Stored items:
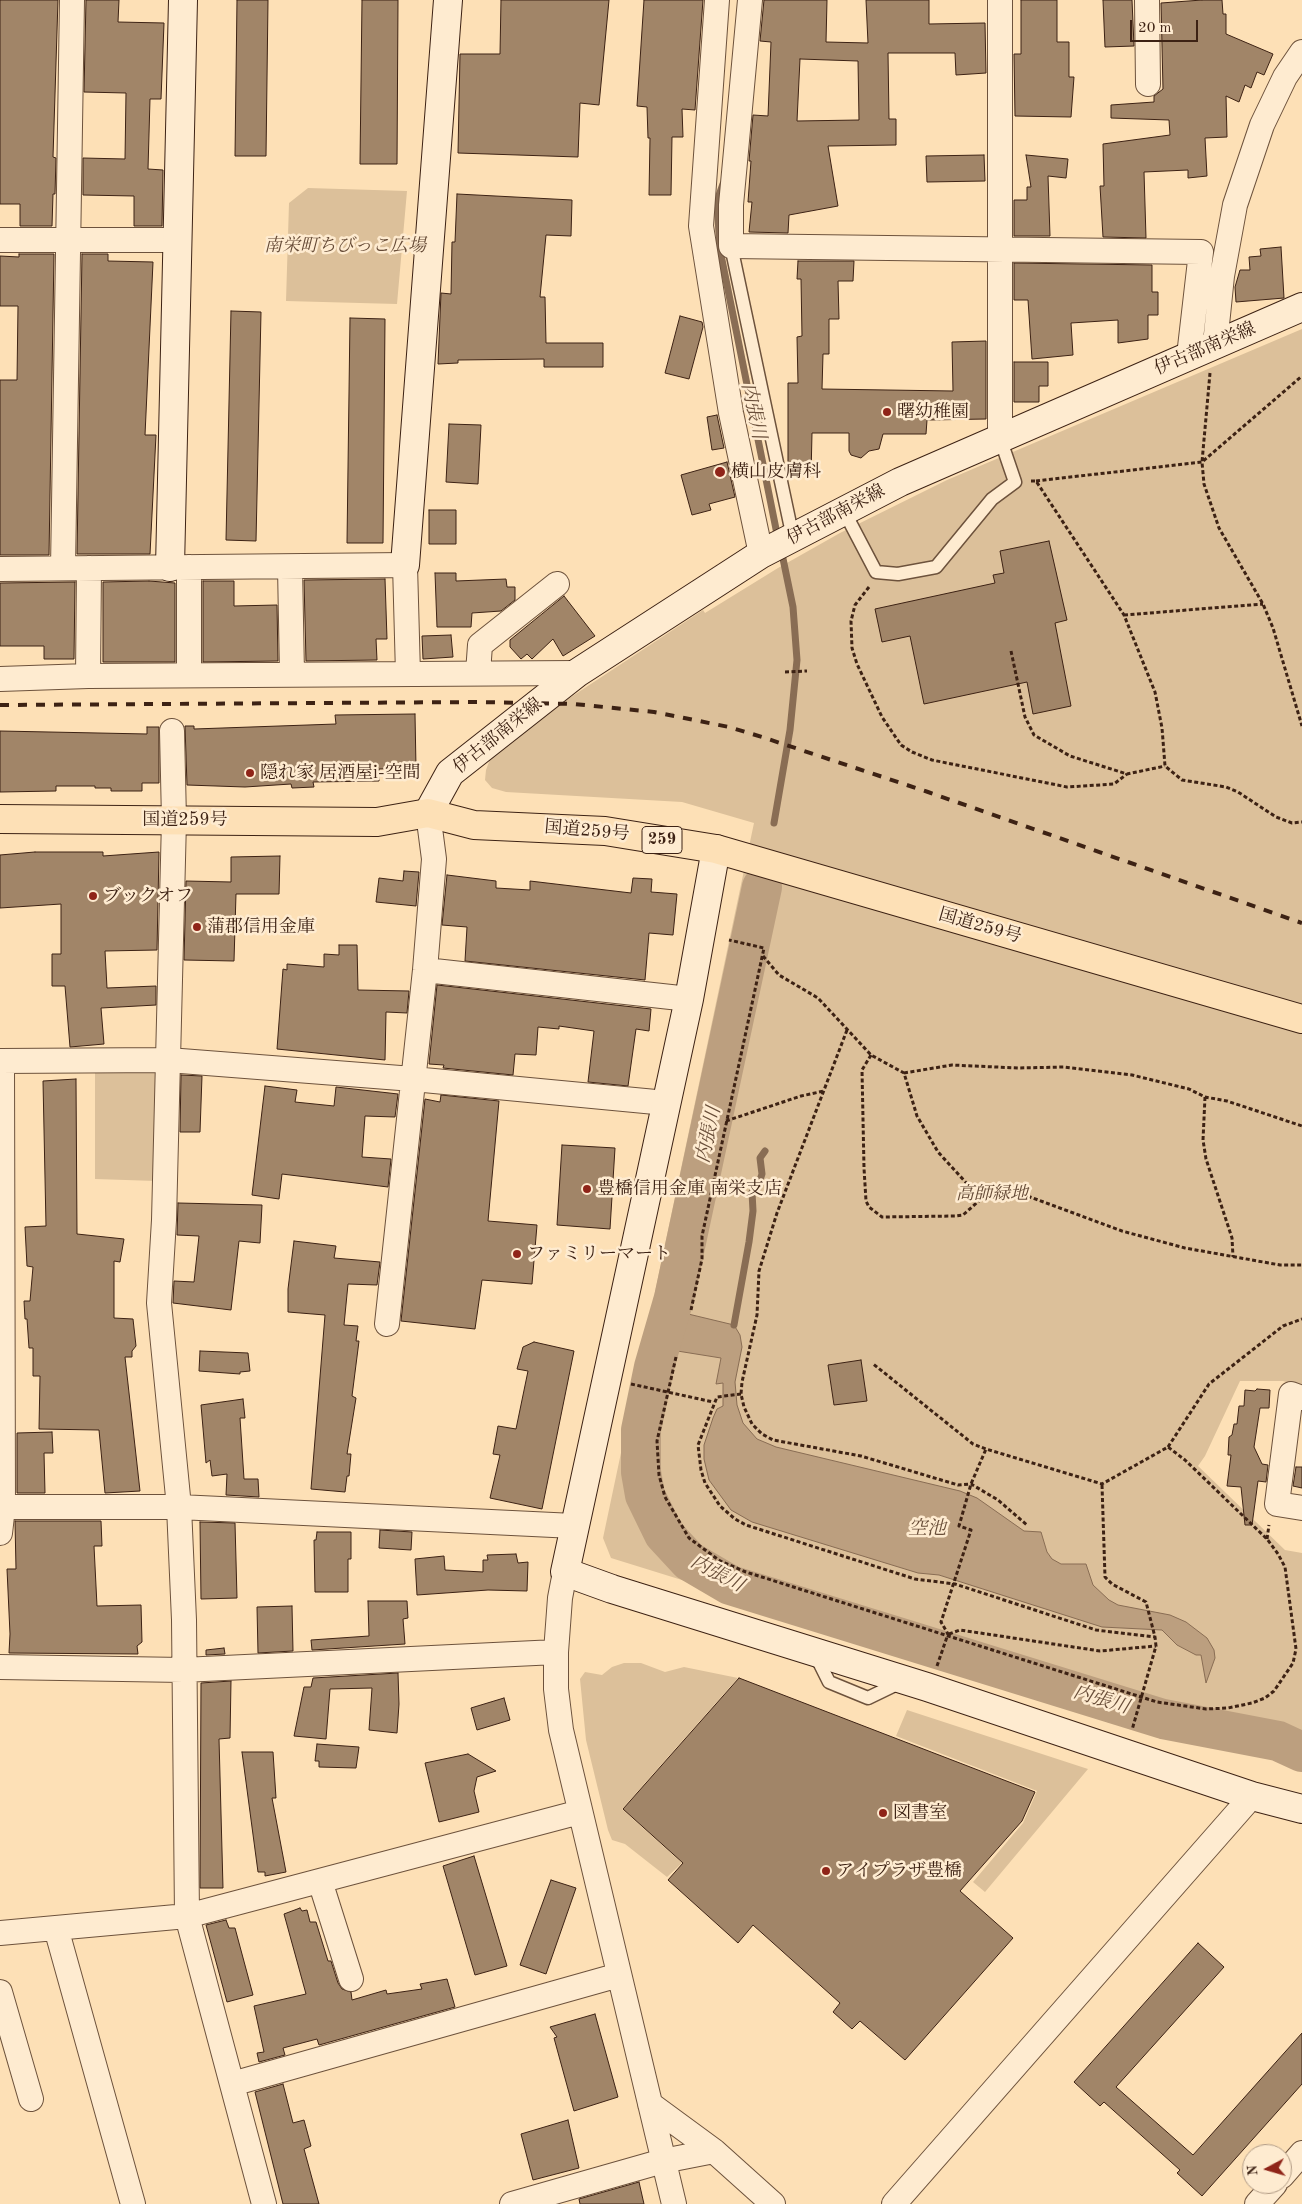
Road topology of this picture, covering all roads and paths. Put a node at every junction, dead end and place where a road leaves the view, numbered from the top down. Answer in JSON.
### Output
{"nodes":[{"id":1,"x":72,"y":0,"type":"edge"},
{"id":2,"x":183,"y":0,"type":"edge"},
{"id":3,"x":448,"y":0,"type":"edge"},
{"id":4,"x":717,"y":0,"type":"edge"},
{"id":5,"x":750,"y":0,"type":"edge"},
{"id":6,"x":1000,"y":0,"type":"edge"},
{"id":7,"x":1147,"y":0,"type":"edge"},
{"id":8,"x":1302,"y":52,"type":"edge"},
{"id":9,"x":1148,"y":84,"type":"dead end"},
{"id":10,"x":67,"y":238,"type":"junction"},
{"id":11,"x":0,"y":240,"type":"edge"},
{"id":12,"x":179,"y":240,"type":"junction"},
{"id":13,"x":731,"y":246,"type":"junction"},
{"id":14,"x":999,"y":249,"type":"junction"},
{"id":15,"x":1302,"y":307,"type":"edge"},
{"id":16,"x":1205,"y":355,"type":"junction"},
{"id":17,"x":1302,"y":376,"type":"edge"},
{"id":18,"x":1000,"y":438,"type":"junction"},
{"id":19,"x":1202,"y":462,"type":"junction"},
{"id":20,"x":1036,"y":481,"type":"junction"},
{"id":21,"x":1015,"y":482,"type":"junction"},
{"id":22,"x":844,"y":511,"type":"junction"},
{"id":23,"x":792,"y":538,"type":"junction"},
{"id":24,"x":764,"y":553,"type":"junction"},
{"id":25,"x":405,"y":565,"type":"junction"},
{"id":26,"x":179,"y":567,"type":"junction"},
{"id":27,"x":290,"y":567,"type":"junction"},
{"id":28,"x":0,"y":568,"type":"edge"},
{"id":29,"x":63,"y":568,"type":"junction"},
{"id":30,"x":89,"y":568,"type":"junction"},
{"id":31,"x":876,"y":572,"type":"junction"},
{"id":32,"x":556,"y":584,"type":"dead end"},
{"id":33,"x":1263,"y":604,"type":"junction"},
{"id":34,"x":1124,"y":614,"type":"junction"},
{"id":35,"x":1010,"y":651,"type":"dead end"},
{"id":36,"x":807,"y":671,"type":"dead end"},
{"id":37,"x":786,"y":672,"type":"dead end"},
{"id":38,"x":478,"y":673,"type":"junction"},
{"id":39,"x":577,"y":673,"type":"junction"},
{"id":40,"x":292,"y":674,"type":"junction"},
{"id":41,"x":408,"y":674,"type":"junction"},
{"id":42,"x":88,"y":676,"type":"junction"},
{"id":43,"x":189,"y":676,"type":"junction"},
{"id":44,"x":0,"y":679,"type":"edge"},
{"id":45,"x":1302,"y":726,"type":"edge"},
{"id":46,"x":172,"y":731,"type":"dead end"},
{"id":47,"x":1165,"y":766,"type":"junction"},
{"id":48,"x":1128,"y":774,"type":"junction"},
{"id":49,"x":428,"y":812,"type":"junction"},
{"id":50,"x":0,"y":818,"type":"edge"},
{"id":51,"x":174,"y":820,"type":"junction"},
{"id":52,"x":1302,"y":822,"type":"edge"},
{"id":53,"x":716,"y":849,"type":"junction"},
{"id":54,"x":729,"y":940,"type":"dead end"},
{"id":55,"x":763,"y":956,"type":"junction"},
{"id":56,"x":425,"y":970,"type":"junction"},
{"id":57,"x":689,"y":999,"type":"junction"},
{"id":58,"x":1302,"y":1019,"type":"edge"},
{"id":59,"x":847,"y":1030,"type":"junction"},
{"id":60,"x":871,"y":1055,"type":"junction"},
{"id":61,"x":168,"y":1060,"type":"junction"},
{"id":62,"x":1,"y":1061,"type":"edge"},
{"id":63,"x":904,"y":1073,"type":"junction"},
{"id":64,"x":413,"y":1079,"type":"junction"},
{"id":65,"x":824,"y":1091,"type":"junction"},
{"id":66,"x":1205,"y":1097,"type":"junction"},
{"id":67,"x":666,"y":1103,"type":"junction"},
{"id":68,"x":726,"y":1121,"type":"junction"},
{"id":69,"x":1302,"y":1126,"type":"edge"},
{"id":70,"x":982,"y":1199,"type":"junction"},
{"id":71,"x":1233,"y":1257,"type":"junction"},
{"id":72,"x":1302,"y":1265,"type":"edge"},
{"id":73,"x":691,"y":1310,"type":"dead end"},
{"id":74,"x":1302,"y":1319,"type":"edge"},
{"id":75,"x":387,"y":1324,"type":"dead end"},
{"id":76,"x":676,"y":1357,"type":"dead end"},
{"id":77,"x":872,"y":1363,"type":"dead end"},
{"id":78,"x":644,"y":1387,"type":"dead end"},
{"id":79,"x":669,"y":1392,"type":"junction"},
{"id":80,"x":741,"y":1394,"type":"junction"},
{"id":81,"x":1302,"y":1398,"type":"edge"},
{"id":82,"x":713,"y":1402,"type":"junction"},
{"id":83,"x":1168,"y":1447,"type":"junction"},
{"id":84,"x":986,"y":1449,"type":"junction"},
{"id":85,"x":972,"y":1484,"type":"junction"},
{"id":86,"x":1102,"y":1484,"type":"junction"},
{"id":87,"x":2,"y":1507,"type":"edge"},
{"id":88,"x":179,"y":1507,"type":"junction"},
{"id":89,"x":1302,"y":1508,"type":"edge"},
{"id":90,"x":1027,"y":1525,"type":"dead end"},
{"id":91,"x":574,"y":1526,"type":"junction"},
{"id":92,"x":0,"y":1532,"type":"edge"},
{"id":93,"x":565,"y":1572,"type":"junction"},
{"id":94,"x":954,"y":1584,"type":"junction"},
{"id":95,"x":948,"y":1636,"type":"junction"},
{"id":96,"x":1155,"y":1637,"type":"junction"},
{"id":97,"x":1156,"y":1646,"type":"junction"},
{"id":98,"x":556,"y":1652,"type":"junction"},
{"id":99,"x":938,"y":1663,"type":"dead end"},
{"id":100,"x":0,"y":1667,"type":"edge"},
{"id":101,"x":183,"y":1670,"type":"junction"},
{"id":102,"x":1141,"y":1696,"type":"junction"},
{"id":103,"x":1132,"y":1729,"type":"dead end"},
{"id":104,"x":1252,"y":1796,"type":"junction"},
{"id":105,"x":1302,"y":1809,"type":"edge"},
{"id":106,"x":580,"y":1812,"type":"junction"},
{"id":107,"x":320,"y":1881,"type":"junction"},
{"id":108,"x":187,"y":1916,"type":"junction"},
{"id":109,"x":56,"y":1928,"type":"junction"},
{"id":110,"x":0,"y":1933,"type":"edge"},
{"id":111,"x":619,"y":1975,"type":"junction"},
{"id":112,"x":351,"y":1979,"type":"dead end"},
{"id":113,"x":0,"y":1992,"type":"edge"},
{"id":114,"x":232,"y":2084,"type":"junction"},
{"id":115,"x":31,"y":2099,"type":"dead end"},
{"id":116,"x":650,"y":2104,"type":"junction"},
{"id":117,"x":714,"y":2150,"type":"junction"},
{"id":118,"x":1302,"y":2154,"type":"edge"},
{"id":119,"x":663,"y":2161,"type":"junction"},
{"id":120,"x":1292,"y":2165,"type":"edge"},
{"id":121,"x":1266,"y":2194,"type":"edge"},
{"id":122,"x":133,"y":2204,"type":"edge"},
{"id":123,"x":264,"y":2204,"type":"edge"},
{"id":124,"x":512,"y":2204,"type":"edge"},
{"id":125,"x":674,"y":2204,"type":"edge"},
{"id":126,"x":773,"y":2204,"type":"edge"},
{"id":127,"x":894,"y":2204,"type":"edge"},
{"id":128,"x":1257,"y":2204,"type":"edge"}],
"edges":[{"from":1,"to":10,"type":"street"},
{"from":2,"to":12,"type":"street"},
{"from":3,"to":25,"type":"street"},
{"from":4,"to":24,"type":"street"},
{"from":5,"to":13,"type":"street"},
{"from":6,"to":14,"type":"street"},
{"from":7,"to":9,"type":"street"},
{"from":8,"to":16,"type":"street"},
{"from":10,"to":11,"type":"street"},
{"from":10,"to":12,"type":"street"},
{"from":10,"to":29,"type":"street"},
{"from":12,"to":26,"type":"street"},
{"from":13,"to":14,"type":"street"},
{"from":13,"to":23,"type":"lane"},
{"from":14,"to":16,"type":"street"},
{"from":14,"to":18,"type":"street"},
{"from":15,"to":16,"type":"street","name":"伊古部南栄線"},
{"from":16,"to":18,"type":"street","name":"伊古部南栄線"},
{"from":16,"to":19,"type":"path"},
{"from":17,"to":19,"type":"path"},
{"from":18,"to":21,"type":"lane"},
{"from":18,"to":22,"type":"street","name":"伊古部南栄線"},
{"from":19,"to":20,"type":"path"},
{"from":19,"to":33,"type":"path"},
{"from":20,"to":21,"type":"path"},
{"from":20,"to":34,"type":"path"},
{"from":21,"to":31,"type":"lane"},
{"from":22,"to":23,"type":"street","name":"伊古部南栄線"},
{"from":22,"to":31,"type":"lane"},
{"from":23,"to":24,"type":"street","name":"伊古部南栄線"},
{"from":24,"to":39,"type":"street","name":"伊古部南栄線"},
{"from":25,"to":27,"type":"street"},
{"from":25,"to":41,"type":"street"},
{"from":26,"to":27,"type":"street"},
{"from":26,"to":30,"type":"street"},
{"from":26,"to":43,"type":"street"},
{"from":27,"to":40,"type":"street"},
{"from":28,"to":29,"type":"street"},
{"from":29,"to":30,"type":"street"},
{"from":30,"to":42,"type":"street"},
{"from":31,"to":48,"type":"path"},
{"from":32,"to":38,"type":"street"},
{"from":33,"to":34,"type":"path"},
{"from":33,"to":45,"type":"path"},
{"from":34,"to":47,"type":"path"},
{"from":35,"to":48,"type":"path"},
{"from":36,"to":37,"type":"path"},
{"from":38,"to":39,"type":"street"},
{"from":38,"to":41,"type":"street"},
{"from":39,"to":49,"type":"street","name":"伊古部南栄線"},
{"from":40,"to":41,"type":"street"},
{"from":40,"to":43,"type":"street"},
{"from":42,"to":43,"type":"street"},
{"from":42,"to":44,"type":"street"},
{"from":46,"to":51,"type":"street"},
{"from":47,"to":48,"type":"path"},
{"from":47,"to":52,"type":"path"},
{"from":49,"to":51,"type":"highway","name":"国道259号","number":"259"},
{"from":49,"to":53,"type":"highway","name":"国道259号","number":"259"},
{"from":49,"to":56,"type":"street"},
{"from":50,"to":51,"type":"highway","name":"国道259号","number":"259"},
{"from":51,"to":61,"type":"street"},
{"from":53,"to":57,"type":"street"},
{"from":53,"to":58,"type":"highway","name":"国道259号","number":"259"},
{"from":54,"to":55,"type":"path"},
{"from":55,"to":59,"type":"path"},
{"from":55,"to":68,"type":"path"},
{"from":56,"to":57,"type":"street"},
{"from":56,"to":64,"type":"street"},
{"from":57,"to":67,"type":"street"},
{"from":59,"to":60,"type":"path"},
{"from":59,"to":65,"type":"path"},
{"from":60,"to":63,"type":"path"},
{"from":60,"to":70,"type":"path"},
{"from":61,"to":62,"type":"street"},
{"from":61,"to":64,"type":"street"},
{"from":61,"to":88,"type":"street"},
{"from":62,"to":87,"type":"street"},
{"from":63,"to":66,"type":"path"},
{"from":63,"to":70,"type":"path"},
{"from":64,"to":67,"type":"street"},
{"from":64,"to":75,"type":"street"},
{"from":65,"to":68,"type":"path"},
{"from":65,"to":80,"type":"path"},
{"from":66,"to":69,"type":"path"},
{"from":66,"to":71,"type":"path"},
{"from":67,"to":91,"type":"street"},
{"from":68,"to":73,"type":"path"},
{"from":70,"to":71,"type":"path"},
{"from":71,"to":72,"type":"path"},
{"from":74,"to":83,"type":"path"},
{"from":76,"to":79,"type":"path"},
{"from":77,"to":84,"type":"path"},
{"from":78,"to":79,"type":"path"},
{"from":79,"to":82,"type":"path"},
{"from":79,"to":95,"type":"path"},
{"from":80,"to":82,"type":"path"},
{"from":80,"to":85,"type":"path"},
{"from":81,"to":89,"type":"street"},
{"from":82,"to":94,"type":"path"},
{"from":83,"to":86,"type":"path"},
{"from":83,"to":102,"type":"path"},
{"from":84,"to":85,"type":"path"},
{"from":84,"to":86,"type":"path"},
{"from":85,"to":90,"type":"path"},
{"from":85,"to":94,"type":"path"},
{"from":86,"to":96,"type":"path"},
{"from":87,"to":88,"type":"street"},
{"from":87,"to":92,"type":"street"},
{"from":88,"to":91,"type":"street"},
{"from":88,"to":101,"type":"street"},
{"from":91,"to":93,"type":"street"},
{"from":93,"to":98,"type":"street"},
{"from":93,"to":104,"type":"street"},
{"from":94,"to":95,"type":"path"},
{"from":94,"to":96,"type":"path"},
{"from":95,"to":97,"type":"path"},
{"from":95,"to":99,"type":"path"},
{"from":95,"to":102,"type":"path"},
{"from":96,"to":97,"type":"path"},
{"from":97,"to":102,"type":"path"},
{"from":98,"to":101,"type":"street"},
{"from":98,"to":106,"type":"street"},
{"from":100,"to":101,"type":"street"},
{"from":101,"to":108,"type":"street"},
{"from":102,"to":103,"type":"path"},
{"from":104,"to":105,"type":"street"},
{"from":104,"to":127,"type":"street"},
{"from":106,"to":107,"type":"street"},
{"from":106,"to":111,"type":"street"},
{"from":107,"to":108,"type":"street"},
{"from":107,"to":112,"type":"street"},
{"from":108,"to":109,"type":"street"},
{"from":108,"to":114,"type":"street"},
{"from":109,"to":110,"type":"street"},
{"from":109,"to":122,"type":"street"},
{"from":111,"to":114,"type":"street"},
{"from":111,"to":116,"type":"street"},
{"from":113,"to":115,"type":"street"},
{"from":114,"to":123,"type":"street"},
{"from":116,"to":117,"type":"street"},
{"from":116,"to":119,"type":"street"},
{"from":117,"to":119,"type":"street"},
{"from":117,"to":126,"type":"street"},
{"from":118,"to":120,"type":"street"},
{"from":119,"to":124,"type":"street"},
{"from":119,"to":125,"type":"street"},
{"from":121,"to":128,"type":"street"}]}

» **TASK REQUIREMENTS**: For this exercise, copy every line of the data that holds "lane".

» **RESULT FOR THIS TASK**:
{"from":13,"to":23,"type":"lane"},
{"from":18,"to":21,"type":"lane"},
{"from":21,"to":31,"type":"lane"},
{"from":22,"to":31,"type":"lane"},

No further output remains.